Bringing Ambition and Pragmatism to Climate Change Policy

In the world of environmental policy, it is frequently the case that pragmatism and effectiveness are framed as being at odds with passion and ambition.  Even more so, in the realm of climate change, it is the rare individual who can successfully merge ambition and pragmatism in the pursuit of intelligent and effective public policy.  Richard Schmalensee, my guest in the newest episode of our podcast, “Environmental Insights: Discussions on Policy and Practice from the Harvard Environmental Economics Program,” is just such a person.

In my conversation with Dick Schmalensee, the Howard W. Johnson Professor of Management, and Professor of Economics Emeritus at the Massachusetts Institute of Technology, he reflects on his many years working on environmental policy in public service and in academia.  Abundant insights arise, including important lessons for current climate policy deliberations in the United States, Europe, China, and other countries.

Professor Schmalensee was Dean of the MIT Sloan School of Management for 10 years, and Director of the MIT Center for Energy and Environmental Policy Research for 12 years.  Before and during those years, his research and teaching were in multiple areas of application of industrial organization, including antitrust, regulatory, energy, and environmental policies.

He is a Fellow of the Econometric Society and the American Academy of Arts and Sciences, a Director of the National Bureau of Economic Research, and Chairman Emeritus of the Board of Directors of Resources for the Future.  And I’m pleased to say that Dick is also an Associate Scholar of the Harvard Environmental Economics Program, and in recent years, has been my frequent co-author (for example, here, here, and here).

In addition to all of this, during a leave of absence from MIT, he served as a Member of the President’s Council of Economic Advisers in the George H.W. Bush administration.

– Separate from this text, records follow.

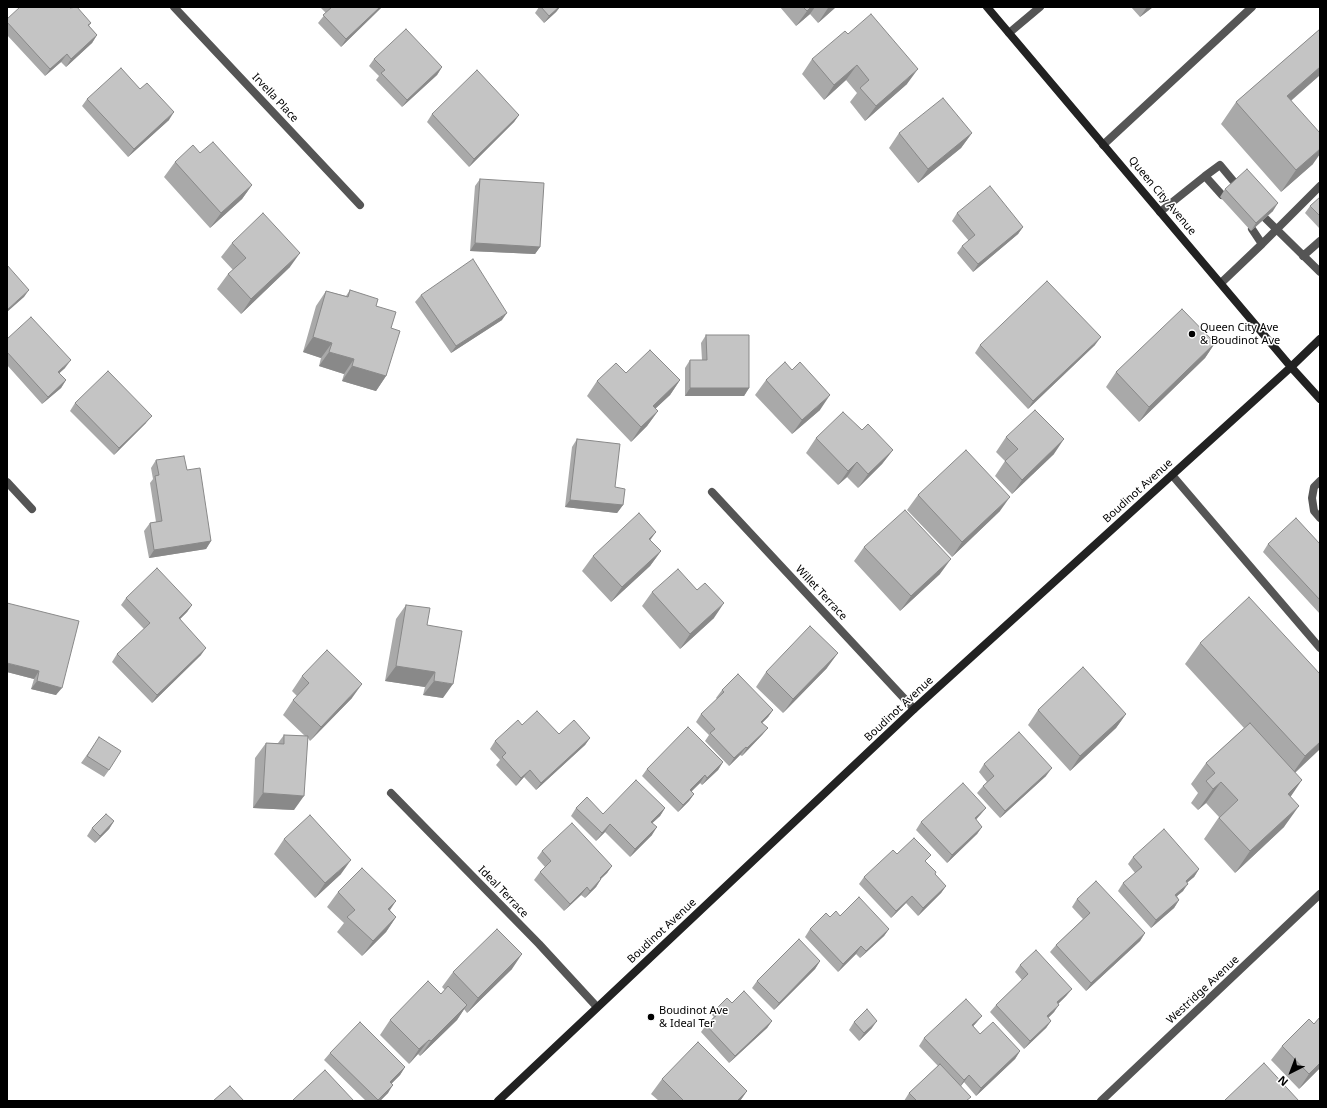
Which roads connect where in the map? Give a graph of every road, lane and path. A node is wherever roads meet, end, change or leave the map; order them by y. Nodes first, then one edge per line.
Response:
1 (174, 7) edge
2 (987, 7) edge
3 (1040, 7) edge
4 (1252, 7) edge
5 (1009, 33) junction
6 (1103, 145) junction
7 (1205, 176) junction
8 (1235, 183) edge
9 (1320, 186) edge
10 (1222, 195) dead end
11 (360, 205) dead end
12 (1160, 212) junction
13 (1266, 218) edge
14 (1252, 229) edge
15 (1277, 230) junction
16 (1320, 241) edge
17 (1262, 244) junction
18 (1303, 256) junction
19 (1320, 272) edge
20 (1221, 283) junction
21 (1320, 339) edge
22 (1291, 367) junction
23 (1320, 399) edge
24 (1172, 475) junction
25 (1320, 481) edge
26 (7, 482) edge
27 (712, 492) dead end
28 (32, 509) dead end
29 (1320, 518) edge
30 (1320, 648) edge
31 (914, 709) junction
32 (391, 793) dead end
33 (1320, 894) edge
34 (597, 1007) junction
35 (498, 1101) edge
36 (1101, 1101) edge

1 - 11 street, Irvella Place
2 - 5 street, Queen City Avenue
3 - 5 street
4 - 6 street
5 - 6 street, Queen City Avenue
6 - 12 street, Queen City Avenue
7 - 8 street
7 - 10 street
7 - 12 street
9 - 15 street
12 - 20 street, Queen City Avenue
13 - 15 street
14 - 17 street
15 - 17 street
15 - 18 street
16 - 18 street
17 - 20 street
18 - 19 street
20 - 22 street, Queen City Avenue
21 - 22 street, Boudinot Avenue
22 - 23 street, Queen City Avenue
22 - 24 street, Boudinot Avenue
24 - 30 street
24 - 31 street, Boudinot Avenue
25 - 29 street
26 - 28 street
27 - 31 street, Willet Terrace
31 - 34 street, Boudinot Avenue
32 - 34 street, Ideal Terrace
33 - 36 street, Westridge Avenue
34 - 35 street, Boudinot Avenue

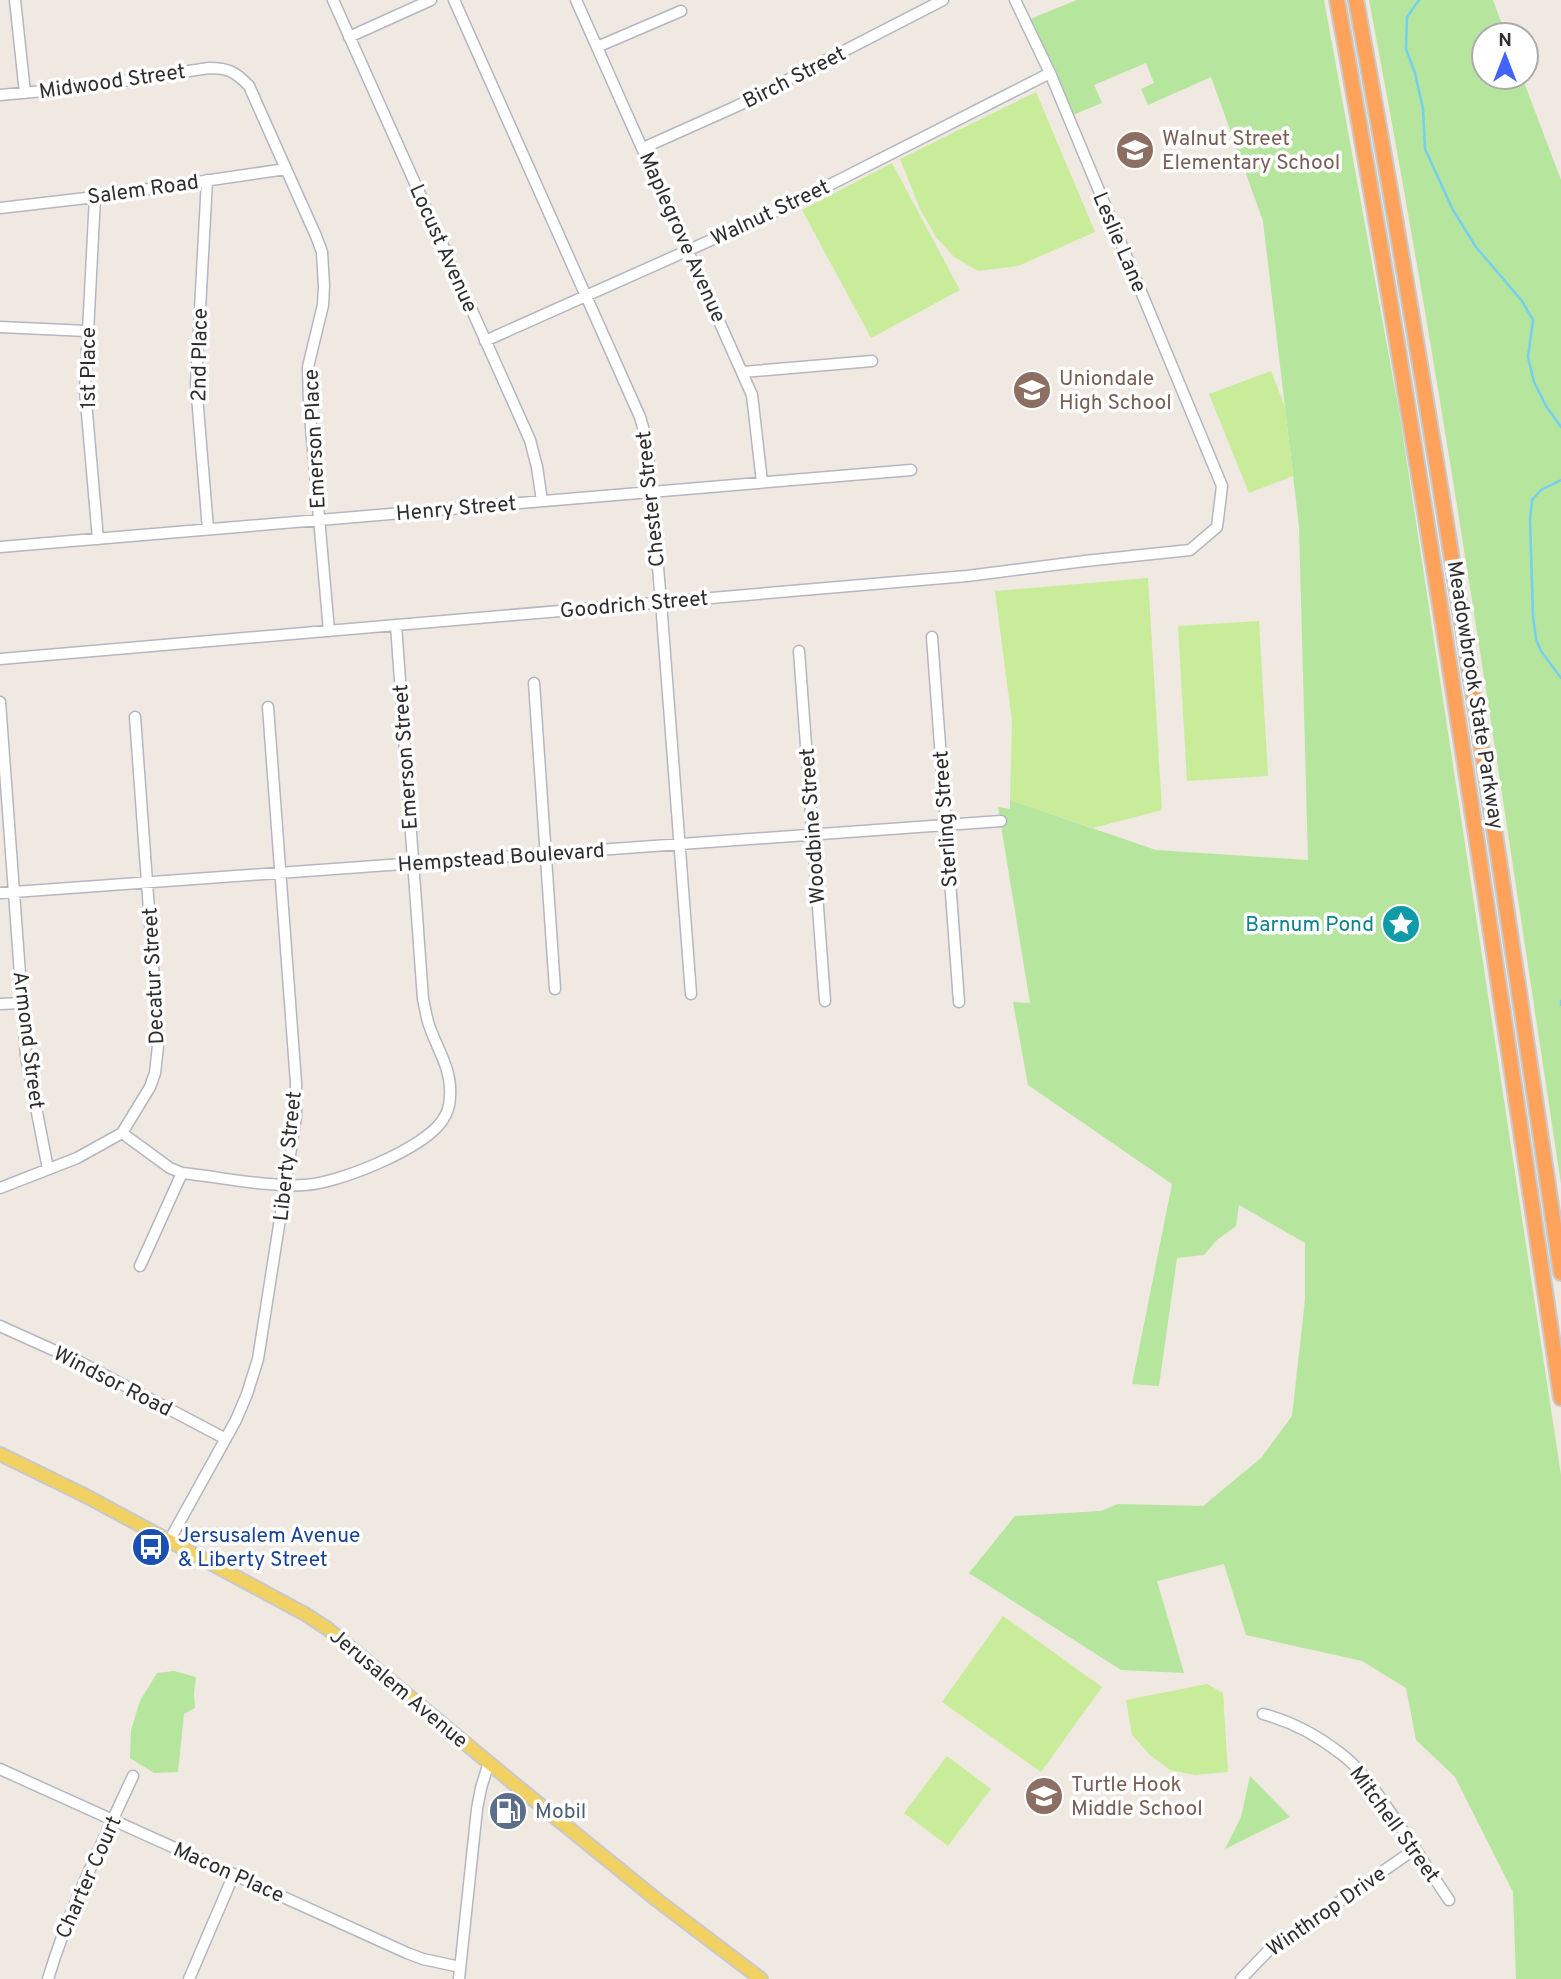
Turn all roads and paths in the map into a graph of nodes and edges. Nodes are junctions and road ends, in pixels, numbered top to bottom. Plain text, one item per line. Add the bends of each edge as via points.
1 (15, 0) edge
2 (333, 0) edge
3 (431, 0) edge
4 (454, 0) edge
5 (576, 0) edge
6 (943, 0) edge
7 (1015, 0) edge
8 (1337, 0) edge
9 (1356, 0) edge
10 (681, 11) dead end
11 (349, 37) junction
12 (597, 47) junction
13 (223, 68) joint
14 (1050, 73) junction
15 (25, 93) junction
16 (0, 95) edge
17 (643, 148) junction
18 (286, 169) junction
19 (206, 180) junction
20 (95, 197) junction
21 (0, 208) edge
22 (688, 250) junction
23 (587, 295) junction
24 (0, 327) edge
25 (87, 331) junction
26 (485, 341) junction
27 (872, 361) dead end
28 (743, 372) junction
29 (911, 470) dead end
30 (762, 482) junction
31 (1222, 486) joint
32 (651, 492) junction
33 (542, 501) junction
34 (319, 520) junction
35 (208, 529) junction
36 (98, 539) junction
37 (0, 547) edge
38 (661, 602) junction
39 (396, 625) junction
40 (329, 631) junction
41 (932, 637) dead end
42 (799, 651) dead end
43 (0, 659) edge
44 (534, 683) dead end
45 (0, 702) edge
46 (268, 707) dead end
47 (135, 718) dead end
48 (3, 781) edge
49 (1002, 821) dead end
50 (945, 825) junction
51 (813, 835) junction
52 (680, 844) junction
53 (546, 854) junction
54 (413, 863) junction
55 (280, 873) junction
56 (148, 882) junction
57 (14, 892) junction
58 (0, 893) edge
59 (555, 989) dead end
60 (691, 994) dead end
61 (825, 1000) dead end
62 (959, 1002) dead end
63 (22, 1003) junction
64 (0, 1004) edge
65 (122, 1133) junction
66 (48, 1169) junction
67 (181, 1172) junction
68 (286, 1185) junction
69 (0, 1188) edge
70 (140, 1266) dead end
71 (1561, 1273) edge
72 (0, 1326) edge
73 (1561, 1398) edge
74 (224, 1438) junction
75 (0, 1454) edge
76 (169, 1541) junction
77 (1263, 1714) dead end
78 (489, 1762) junction
79 (0, 1769) edge
80 (133, 1776) dead end
81 (113, 1819) junction
82 (1415, 1849) junction
83 (234, 1874) junction
84 (1449, 1900) dead end
85 (460, 1967) junction
86 (192, 1978) edge
87 (756, 1978) edge
88 (48, 1979) edge
89 (459, 1979) edge
90 (1241, 1979) edge

1 - 15 street
2 - 11 street, Locust Avenue
3 - 11 street
4 - 23 street, Chester Street
5 - 12 street, Maplegrove Avenue
6 - 17 street, Birch Street via 737,106
7 - 14 street, Leslie Lane
8 - 73 highway, Meadowbrook State Parkway via 1440,593
9 - 71 highway, Meadowbrook State Parkway via 1454,565
10 - 12 street
11 - 26 street, Locust Avenue
12 - 17 street, Maplegrove Avenue
13 - 15 street, Midwood Street
13 - 18 street, Emerson Place via 249,86
14 - 22 street, Walnut Street via 793,203
14 - 31 street, Leslie Lane
15 - 16 street, Midwood Street
17 - 22 street, Maplegrove Avenue
18 - 19 street, Salem Road
18 - 34 street, Emerson Place via 316,236 324,268 323,305 308,367
19 - 20 street, Salem Road
19 - 35 street, 2nd Place via 196,384
20 - 21 street, Salem Road
20 - 25 street, 1st Place
22 - 23 street, Walnut Street
22 - 28 street, Maplegrove Avenue
23 - 26 street, Walnut Street
23 - 32 street, Chester Street via 640,416
24 - 25 street
25 - 36 street, 1st Place via 85,390
26 - 33 street, Locust Avenue via 530,440
27 - 28 street
28 - 30 street, Maplegrove Avenue via 755,409
29 - 30 street, Henry Street
30 - 32 street, Henry Street
31 - 38 street, Goodrich Street via 1217,527 1190,550 967,576
32 - 33 street, Henry Street
32 - 38 street, Chester Street
33 - 34 street, Henry Street
34 - 35 street, Henry Street
34 - 40 street, Emerson Place
35 - 36 street, Henry Street
36 - 37 street, Henry Street
38 - 39 street, Goodrich Street
38 - 52 street, Chester Street
39 - 40 street, Goodrich Street
39 - 54 street, Emerson Street
40 - 43 street, Goodrich Street
41 - 50 street, Sterling Street
42 - 51 street, Woodbine Street
44 - 53 street
45 - 48 street, Armond Street
46 - 55 street, Liberty Street
47 - 56 street, Decatur Street
48 - 57 street, Armond Street
49 - 50 street, Hempstead Boulevard
50 - 51 street, Hempstead Boulevard
50 - 62 street, Sterling Street
51 - 52 street, Hempstead Boulevard
51 - 61 street, Woodbine Street
52 - 53 street, Hempstead Boulevard
52 - 60 street, Chester Street
53 - 54 street, Hempstead Boulevard
53 - 59 street
54 - 55 street, Hempstead Boulevard
54 - 68 street, Emerson Street via 423,999 450,1079 447,1111 425,1138 378,1162 337,1179
55 - 56 street, Hempstead Boulevard
55 - 68 street, Liberty Street via 296,1083
56 - 57 street, Hempstead Boulevard
56 - 65 street, Decatur Street via 157,1057 150,1087
57 - 58 street, Hempstead Boulevard
57 - 63 street, Armond Street
63 - 64 street
63 - 66 street, Armond Street via 26,1056
65 - 66 street, Decatur Street
65 - 67 street, Emerson Street
66 - 69 street, Decatur Street
67 - 68 street, Emerson Street
67 - 70 street
68 - 74 street, Liberty Street via 258,1359 236,1420
72 - 74 street, Windsor Road via 80,1362
74 - 76 street, Liberty Street
75 - 76 main road, Jerusalem Avenue
76 - 78 main road, Jerusalem Avenue via 322,1625
77 - 82 street, Mitchell Street via 1342,1753 1370,1783
78 - 85 street via 477,1809
78 - 87 main road, Jerusalem Avenue
79 - 81 street, Macon Place
80 - 81 street, Charter Court
81 - 83 street, Macon Place
81 - 88 street, Charter Court via 69,1917
82 - 84 street, Mitchell Street
82 - 90 street, Winthrop Drive via 1268,1951
83 - 85 street, Macon Place via 407,1953
83 - 86 street
85 - 89 street

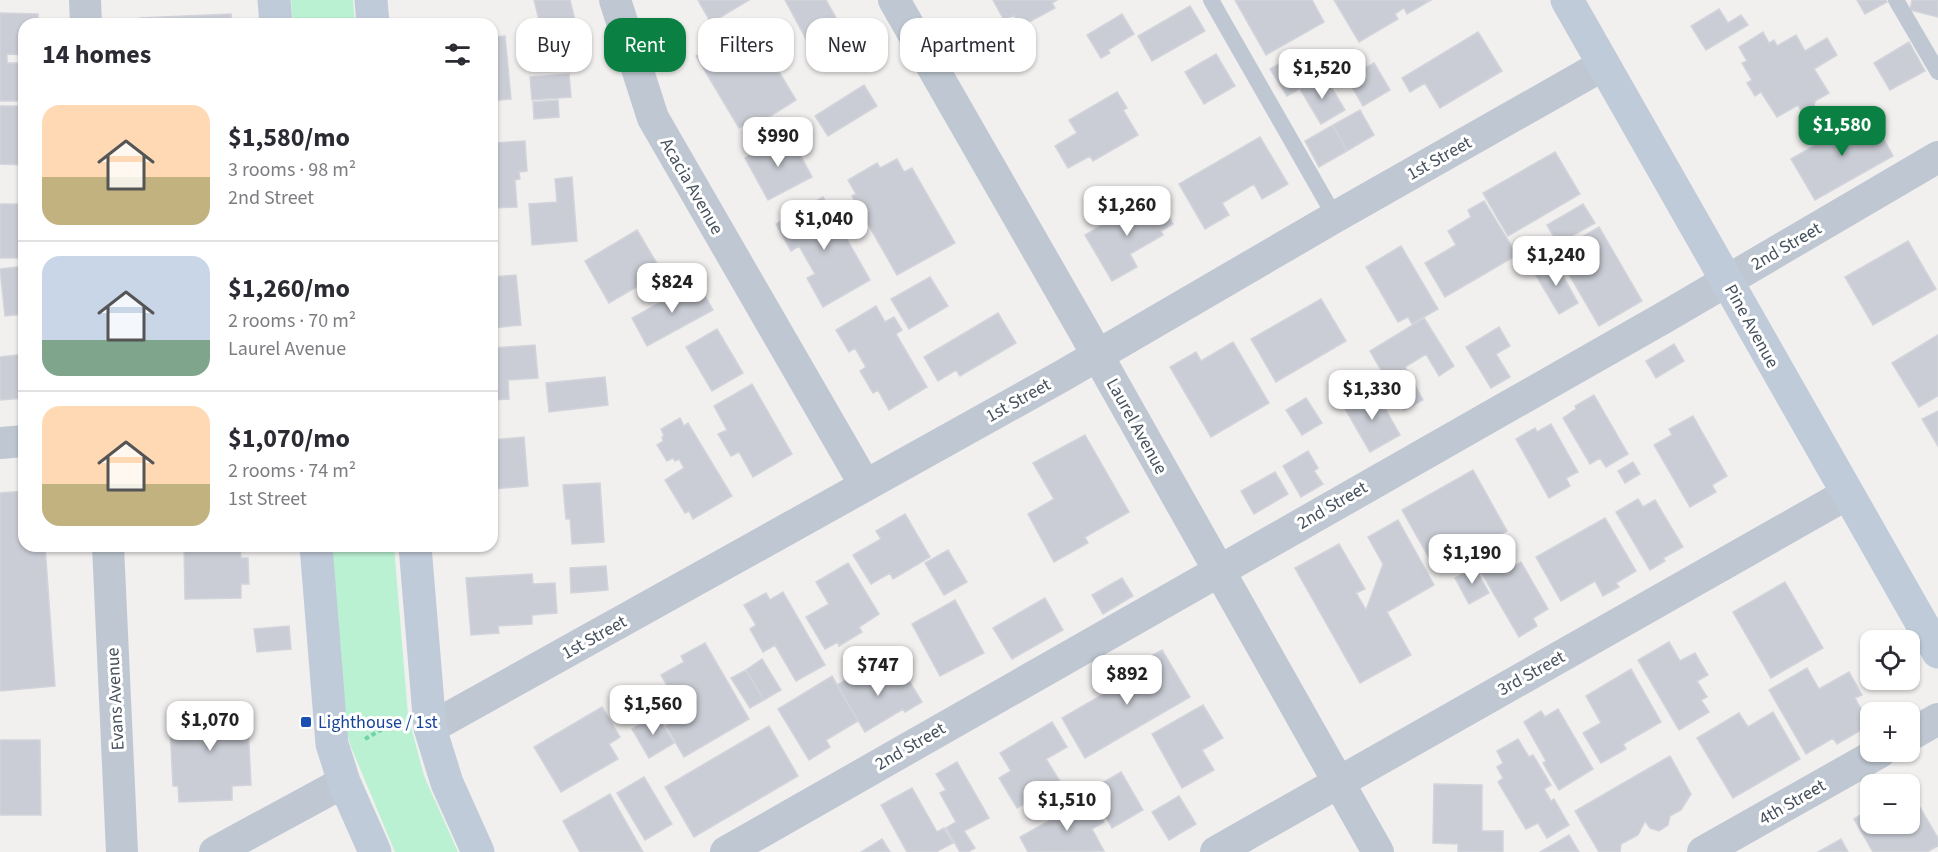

Professor Schmalensee in his home study in Boston, 2020

In this latest Podcast episode, our conversation begins with Dick’s upbringing in a small town in southern Illinois, his move east to college and graduate school at MIT, his dissertation research, and the professional path that took him after receipt of his Ph.D. degree, first to California, and then back east to MIT’s Sloan School of Management.  We turn to his career in regulatory economics and policy – both his scholarly research and his close involvement in policy development and implementation, where he was “in the words of ‘Hamilton,” in the room where it happened.” 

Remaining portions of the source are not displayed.